Começo e fim?

Revista VEJA
25 de Setembro de 1974 - pág. 94

TÁRIK DE SOUZA

 


Ednardo: desolado e agreste

O ROMANCE DO PAVÃO MYSTERIOZO, com Ednardo; LP Vik/RCA 1090010

Amanhecer no Bar do Anísio, em Fortaleza, era a "gestação exaustiva de um trabalho que reunia as mesmas pessoas".
Então, todos começaram a sentir "a neurose muito grande que vinha de uma descoberta: havia muita coisa a mostrar e a província não comportava ainda uma amostra do gênero".
Tais "mesmas pessoas" eram Fagner, Belchior, Ednardo, Rodger Rogério e Tetty, cuja "descoberta" e conseqüente mudança para os mercados do Rio de de São Paulo, resultaram inicialmente num "não grupo" chamado Pessoal do Ceará.
Após as primeiras conquistas (Belchior ganhou um festival universitário em 1971) o conjunto começou a se desmembrar.

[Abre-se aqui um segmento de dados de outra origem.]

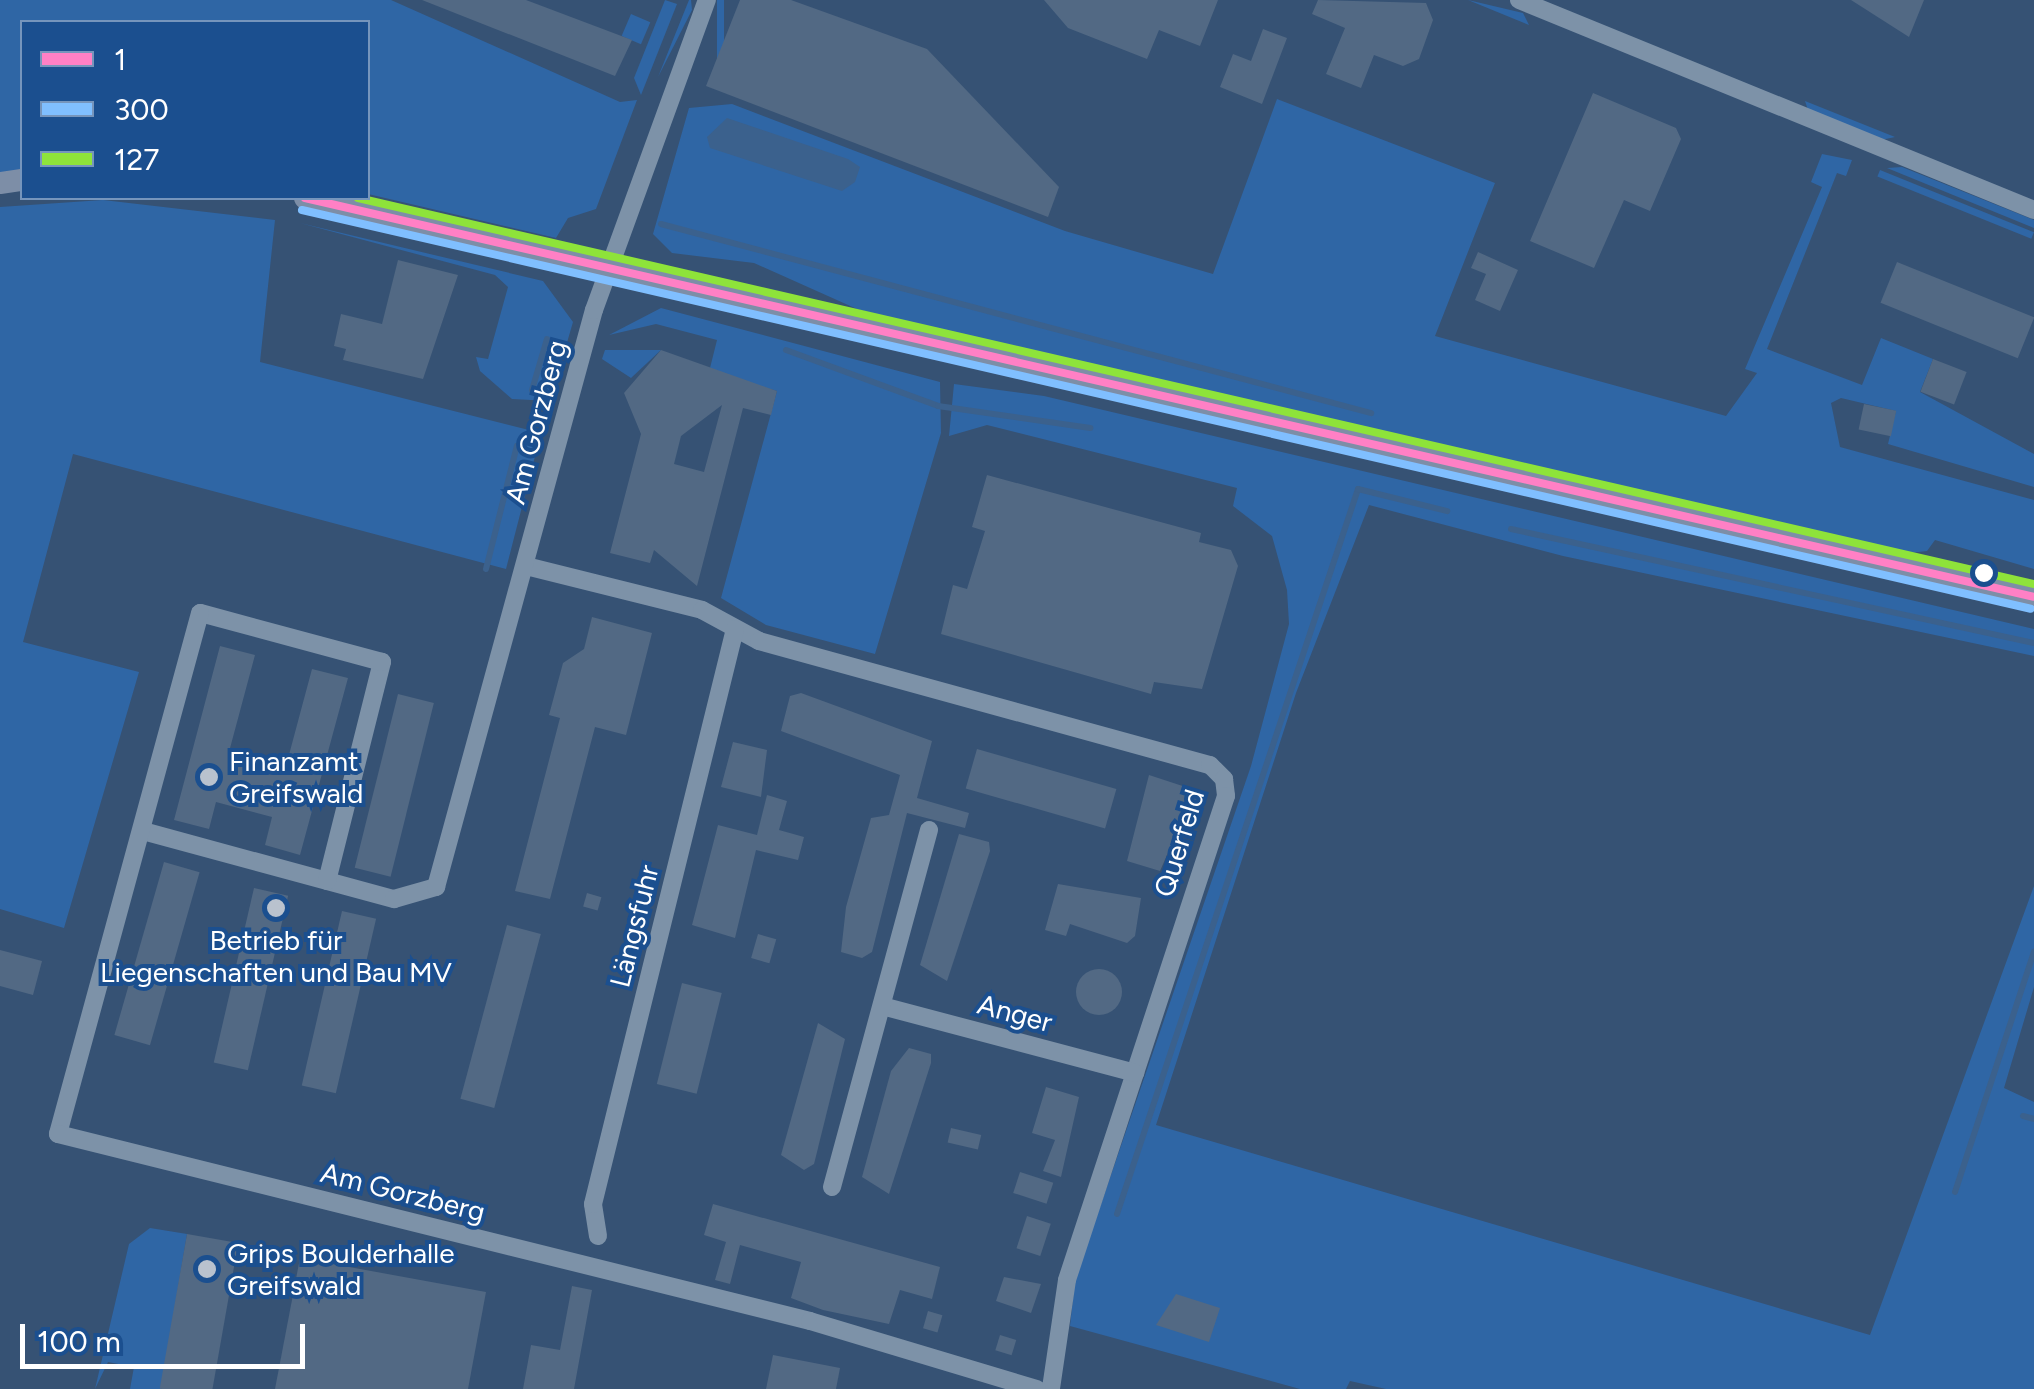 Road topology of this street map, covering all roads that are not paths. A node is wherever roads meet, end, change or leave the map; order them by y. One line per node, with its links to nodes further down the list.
1 (707, 0): 5 (street, Am Gorzberg)
2 (1519, 0): 4 (street)
3 (314, 200): 5 (main road)
4 (2034, 210)
5 (608, 266): 6 (street, Am Gorzberg); 7 (main road)
6 (526, 566): 8 (street); 11 (street, Am Gorzberg)
7 (2034, 596)
8 (736, 629): 13 (street, Querfeld); 15 (street, Längsfuhr)
9 (929, 830): 12 (street)
10 (143, 831): 11 (street, Am Gorzberg); 11 (street, Am Gorzberg); 16 (street, Am Gorzberg)
11 (327, 880)
12 (882, 1006): 13 (street, Anger); 14 (street)
13 (1135, 1073): 17 (street, Querfeld)
14 (832, 1187)
15 (598, 1236)
16 (1037, 1389)
17 (1051, 1389)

O próprio Belchior ergueu uma modesta mas sólida carreira individual em São Paulo. Fagner seguiu a sua no Rio. E o trio restante, também em São Paulo, gravou sob o nome Pessoal do Ceará, obtendo um êxito de parada de sucessos, a música "Terral".
Ednardo, por extenso José Ednardo Soares Costa Sousa, cearense como todos os outros, autor da música, agora lança-se individualmente, com possibilidades intensas, por caminhos semelhantes aos dos colegas.

Unidade Sonora

Ex-professor de matemática, operador de máquinas, formado em química industrial, em 1962 Ednardo já freqüentava o movimentado bar do Anísio. Talvez por este vestibular comum, suas maneiras de cantar, desolado e agreste, lembram as de Fagner, especialmente quanto à extensão estridente dos agudos.
Seu disco, no entanto, ao contrário do outro estreante, tem uma unidade sonora amadurecida e sólida. Baseado na idéia-chave do velho e famoso cordel nordestino, "O Romance do Pavão Mysteriozo", o LP segue o tom descritivo dessa espécie literária.
Coerente, sua moldura instrumental, arranjos sóbrios de Hareton Salvanine, Heraldo do Monte, Isidoro Longano, compõe-se de uma mudez cuidadosa e dosada combinando com a simplicidade elaborada do compositor combinando com a simplicidade elaborada do compositor, violonista e cantor.
Das três funções que exerce na gravação, porém, Ednardo pe melhor cantor - o que prova na esplêndida regravação de "A Palo Seco", de Belchior. Seu texto ainda tropeça em obviedades, como as transcritas no atraente livrinho de cordel que acompanha o LP, com as letras e ficha técnica da gravação.
"Todas a piruetas que o rapaz fez para livrar a moça do castelo do conde, resultaram num sentimento final anti-repressivo, livremente bonito, sem preocupações, porque o começo de cada coisa já contêm o seu fim".
Fica a dúvida se ele estaria também se referindo à própria carreira.